Um die Bevölkerung wegen der gestiegenen Lebensmittelpreise zu entlasten, will Landwirtschaftsminister Cem Özdemir die Mehrwertsteuer auf Obst, Gemüse und Hülsenfrüchte streichen. Davon würden vor allem einkommensschwache Haushalte profitieren. Zudem würde ein Anreiz für gesündere Ernährung geschaffen. Der Bundesverband Menschen für Tierrechte begrüßt diese Ankündigung ausdrücklich. Er fordert schon lange, die Mehrwertsteuer auf gesunde und klima- und tierfreundliche Lebensmittel, wie Gemüse und Hülsenfrüchte, zu senken.

Gleichzeitig fordert der Tierrechtsverband Maßnahmen zur Reduzierung des Fleischkonsums. Dabei geht es um Nahrungsmittelverschwendung und Klimakrise gleichermaßen. Zum einen ist es die Fleischproduktion, für die wichtige Agrarflächen verschwendet werden. Derzeit wandert rund die Hälfte der globalen Getreideproduktion in den Futtertrog. Dabei könnten mit einer getreidebasierten Ernährung dreimal so viel Nahrungsmittel erzeugt werden. Zum anderen sind Fleisch und Milchprodukte für etwa 60 Prozent der Treibhausgasemissionen der Landwirtschaft verantwortlich.

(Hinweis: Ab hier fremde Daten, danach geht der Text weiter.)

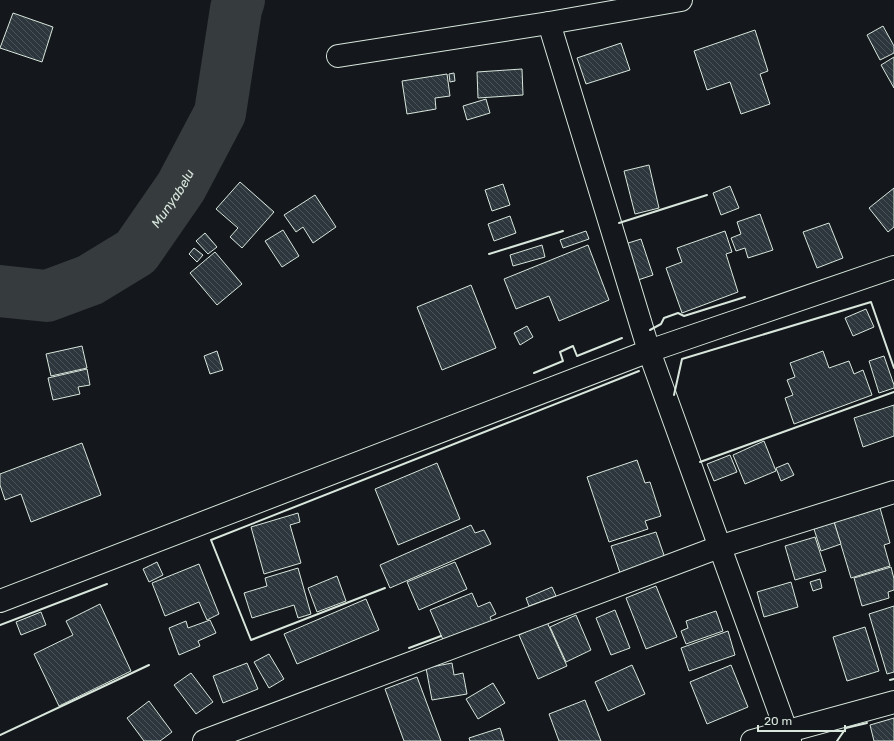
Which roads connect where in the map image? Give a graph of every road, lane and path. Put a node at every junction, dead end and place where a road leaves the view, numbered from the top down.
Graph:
1 (681, 0) edge
2 (549, 23) junction
3 (338, 56) dead end
4 (894, 267) edge
5 (649, 351) junction
6 (894, 492) edge
7 (719, 547) junction
8 (0, 600) edge
9 (894, 702) edge
10 (788, 736) edge
11 (204, 741) edge
12 (752, 741) edge

1 - 2 street
2 - 3 street
2 - 5 street
4 - 5 street
5 - 7 street
5 - 8 street
6 - 7 street
7 - 10 street
7 - 11 street
9 - 10 street
10 - 12 street

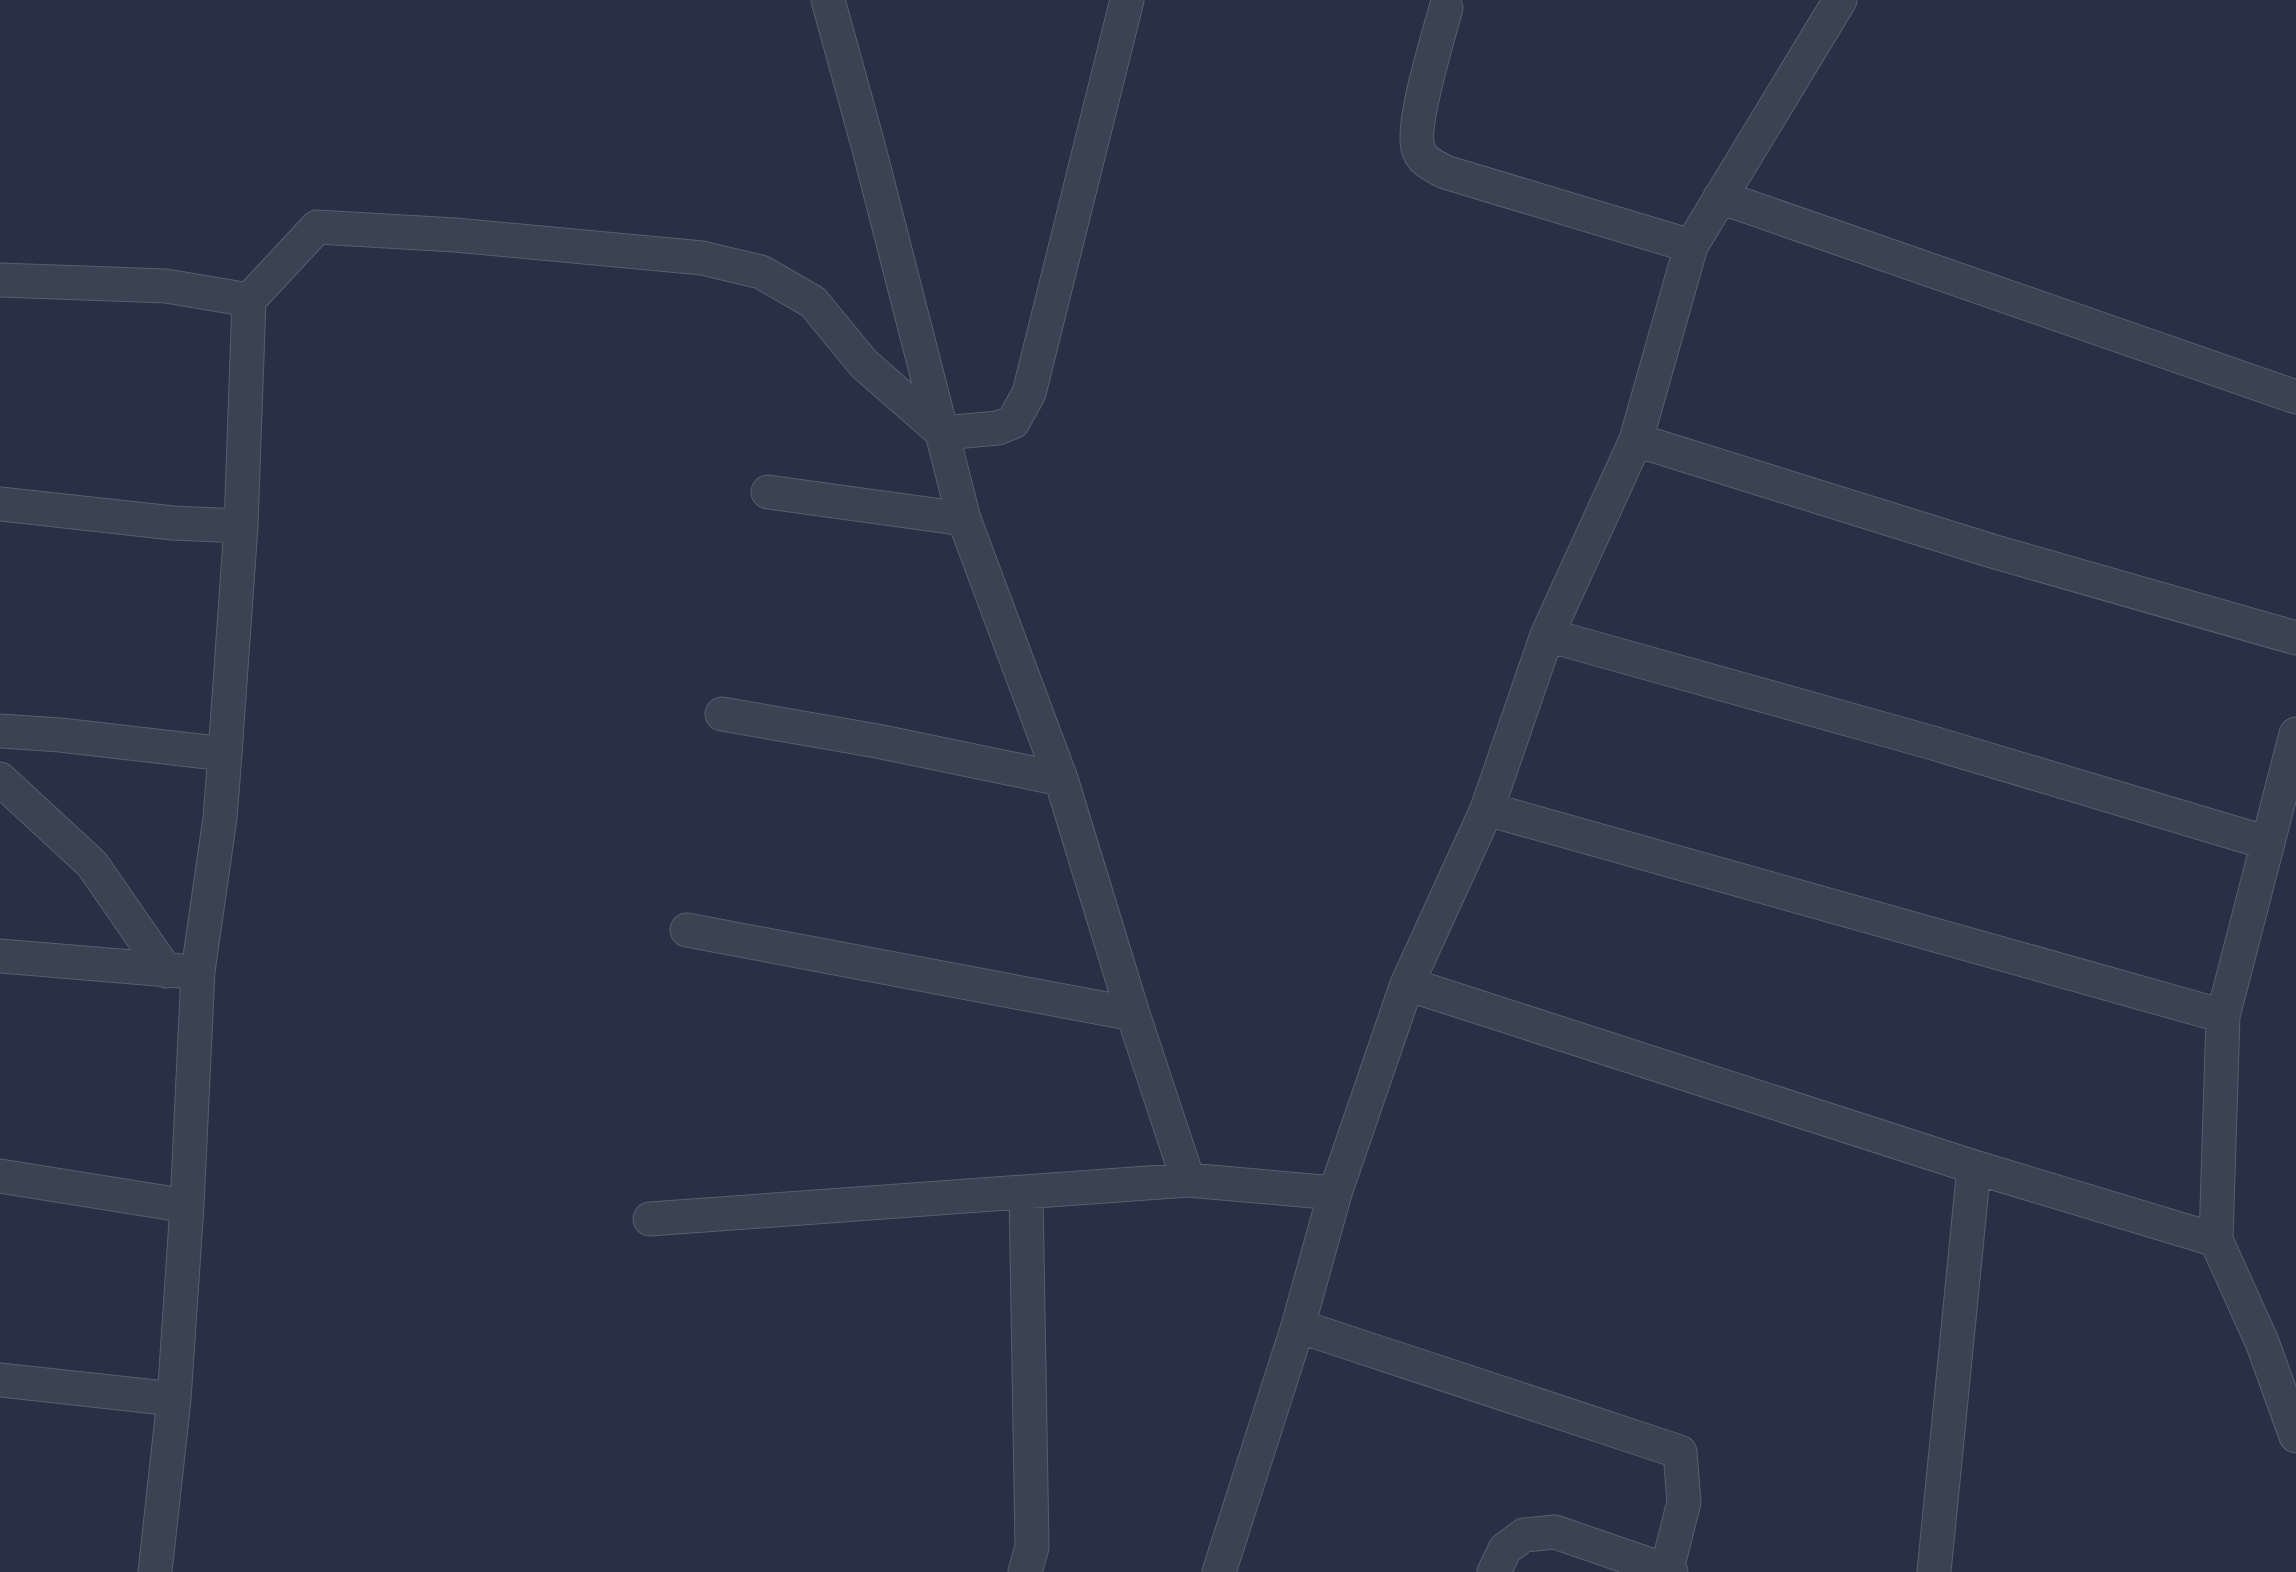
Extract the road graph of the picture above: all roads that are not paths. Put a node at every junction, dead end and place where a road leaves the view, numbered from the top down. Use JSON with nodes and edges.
{"nodes":[{"id":1,"x":828,"y":0,"type":"edge"},
{"id":2,"x":1128,"y":0,"type":"edge"},
{"id":3,"x":1840,"y":0,"type":"edge"},
{"id":4,"x":1446,"y":8,"type":"dead end"},
{"id":5,"x":1720,"y":197,"type":"junction"},
{"id":6,"x":1691,"y":246,"type":"junction"},
{"id":7,"x":0,"y":280,"type":"edge"},
{"id":8,"x":249,"y":300,"type":"junction"},
{"id":9,"x":2296,"y":396,"type":"edge"},
{"id":10,"x":943,"y":433,"type":"junction"},
{"id":11,"x":1636,"y":440,"type":"junction"},
{"id":12,"x":768,"y":492,"type":"dead end"},
{"id":13,"x":0,"y":504,"type":"edge"},
{"id":14,"x":964,"y":519,"type":"junction"},
{"id":15,"x":241,"y":526,"type":"junction"},
{"id":16,"x":1548,"y":634,"type":"junction"},
{"id":17,"x":2296,"y":638,"type":"edge"},
{"id":18,"x":722,"y":714,"type":"dead end"},
{"id":19,"x":0,"y":731,"type":"edge"},
{"id":20,"x":2296,"y":734,"type":"edge"},
{"id":21,"x":225,"y":754,"type":"junction"},
{"id":22,"x":0,"y":779,"type":"edge"},
{"id":23,"x":1061,"y":779,"type":"junction"},
{"id":24,"x":1487,"y":810,"type":"junction"},
{"id":25,"x":2268,"y":843,"type":"junction"},
{"id":26,"x":687,"y":930,"type":"dead end"},
{"id":27,"x":0,"y":956,"type":"edge"},
{"id":28,"x":166,"y":971,"type":"junction"},
{"id":29,"x":198,"y":971,"type":"junction"},
{"id":30,"x":1407,"y":984,"type":"junction"},
{"id":31,"x":1133,"y":1014,"type":"junction"},
{"id":32,"x":2223,"y":1016,"type":"junction"},
{"id":33,"x":1974,"y":1167,"type":"junction"},
{"id":34,"x":0,"y":1176,"type":"edge"},
{"id":35,"x":1188,"y":1180,"type":"junction"},
{"id":36,"x":1026,"y":1192,"type":"junction"},
{"id":37,"x":1335,"y":1193,"type":"junction"},
{"id":38,"x":187,"y":1206,"type":"junction"},
{"id":39,"x":650,"y":1219,"type":"dead end"},
{"id":40,"x":2216,"y":1239,"type":"junction"},
{"id":41,"x":1298,"y":1326,"type":"junction"},
{"id":42,"x":0,"y":1380,"type":"edge"},
{"id":43,"x":174,"y":1399,"type":"junction"},
{"id":44,"x":2296,"y":1436,"type":"edge"},
{"id":45,"x":1669,"y":1570,"type":"edge"},
{"id":46,"x":155,"y":1572,"type":"edge"},
{"id":47,"x":1025,"y":1572,"type":"edge"},
{"id":48,"x":1219,"y":1572,"type":"edge"},
{"id":49,"x":1494,"y":1572,"type":"edge"},
{"id":50,"x":1934,"y":1572,"type":"edge"}],
"edges":[{"from":1,"to":10,"type":"street"},
{"from":2,"to":10,"type":"street"},
{"from":3,"to":5,"type":"street"},
{"from":4,"to":6,"type":"street"},
{"from":5,"to":6,"type":"street"},
{"from":5,"to":9,"type":"street"},
{"from":6,"to":11,"type":"street"},
{"from":7,"to":8,"type":"street"},
{"from":8,"to":10,"type":"street"},
{"from":8,"to":15,"type":"street"},
{"from":10,"to":14,"type":"street"},
{"from":11,"to":16,"type":"street"},
{"from":11,"to":17,"type":"street"},
{"from":12,"to":14,"type":"street"},
{"from":13,"to":15,"type":"street"},
{"from":14,"to":23,"type":"street"},
{"from":15,"to":21,"type":"street"},
{"from":16,"to":24,"type":"street"},
{"from":16,"to":25,"type":"street"},
{"from":18,"to":23,"type":"street"},
{"from":19,"to":21,"type":"street"},
{"from":20,"to":25,"type":"street"},
{"from":21,"to":29,"type":"street"},
{"from":22,"to":28,"type":"street"},
{"from":23,"to":31,"type":"street"},
{"from":24,"to":30,"type":"street"},
{"from":24,"to":32,"type":"street"},
{"from":25,"to":32,"type":"street"},
{"from":26,"to":31,"type":"street"},
{"from":27,"to":28,"type":"street"},
{"from":28,"to":29,"type":"street"},
{"from":29,"to":38,"type":"street"},
{"from":30,"to":33,"type":"street"},
{"from":30,"to":37,"type":"street"},
{"from":31,"to":35,"type":"street"},
{"from":32,"to":40,"type":"street"},
{"from":33,"to":40,"type":"street"},
{"from":33,"to":50,"type":"street"},
{"from":34,"to":38,"type":"street"},
{"from":35,"to":36,"type":"street"},
{"from":35,"to":37,"type":"street"},
{"from":36,"to":39,"type":"street"},
{"from":36,"to":47,"type":"street"},
{"from":37,"to":41,"type":"street"},
{"from":38,"to":43,"type":"street"},
{"from":40,"to":44,"type":"street"},
{"from":41,"to":45,"type":"street"},
{"from":41,"to":48,"type":"street"},
{"from":42,"to":43,"type":"street"},
{"from":43,"to":46,"type":"street"},
{"from":45,"to":49,"type":"street"}]}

Studie empfiehlt Fleischsteuer
Eine neue Studie der Uni Bonn kommt zu dem Ergebnis, dass der Fleischkonsum in den Industrienationen um mindestens 75 Prozent sinken muss, um die globale Erwärmung unter 1,5 Grad zu halten (1). Die Forscher:innen empfehlen eine Fleischsteuer, weil der aktuelle Preis die Umweltbelastungen nicht abbildet. Nach Berechnungen der Universität Oxford, des Potsdam-Instituts für Klimafolgenforschung und der Technischen Universität Berlin müsste ein Kilogramm Rindfleisch durchschnittlich um 35 bis 56 Prozent teurer sein, Lamm- und Schweinefleisch um 19 Prozent und Geflügel um 25 Prozent (2). Während der Fleischkonsum in einigen westlichen Ländern, wie in Deutschland, leicht zurückgegangen ist, steigt er weltweit an.

Nötig: Abgabe auf tierische Produkte
Deswegen fordert Menschen für Tierrechte eine Reduzierung des Fleischkonsums und die Abstockung der Tierbestände. Je weniger Tiere für die Erzeugung tierischer Produkte gehalten werden, desto mehr Flächen stehen für Lebensmittel zur Verfügung. Wirksame Mittel sind eine Abgabe auf tierische Lebensmittel und die Anhebung der Mehrwertsteuer auf Fleisch von aktuell 7 auf 19 Prozent. Diese ist nach Ansicht des Verbandes längst überfällig, denn die geringe Mehrwertsteuer subventioniert klimaschädliche tierische Produkte, während für viele pflanzliche Nahrungsmittel noch immer ein erhöhter Steuersatz bezahlt werden muss.

Chance für systematischen Wandel
„Die Ankündigung des Bundeslandwirtschaftsministers, die Mehrwertsteuer auf Obst, Gemüse und Hülsenfrüchte zu streichen, ist genau das richtige Signal. Die multiplen und existenzgefährdenden Krisen zeigen uns derzeit so deutlich wie nie, dass intensive konventionelle Landwirtschaft eine Sackgasse ist. Ein grundlegender Systemwechsel unseres Landwirtschafts- und Ernährungssystems hin zu einer umwelt-, klima- und tierfreundlichen pflanzenbasierten Ernährung ist unumgänglich“, sagt Christina Ledermann, Vorsitzende des Bundesverbandes Menschen für Tierrechte.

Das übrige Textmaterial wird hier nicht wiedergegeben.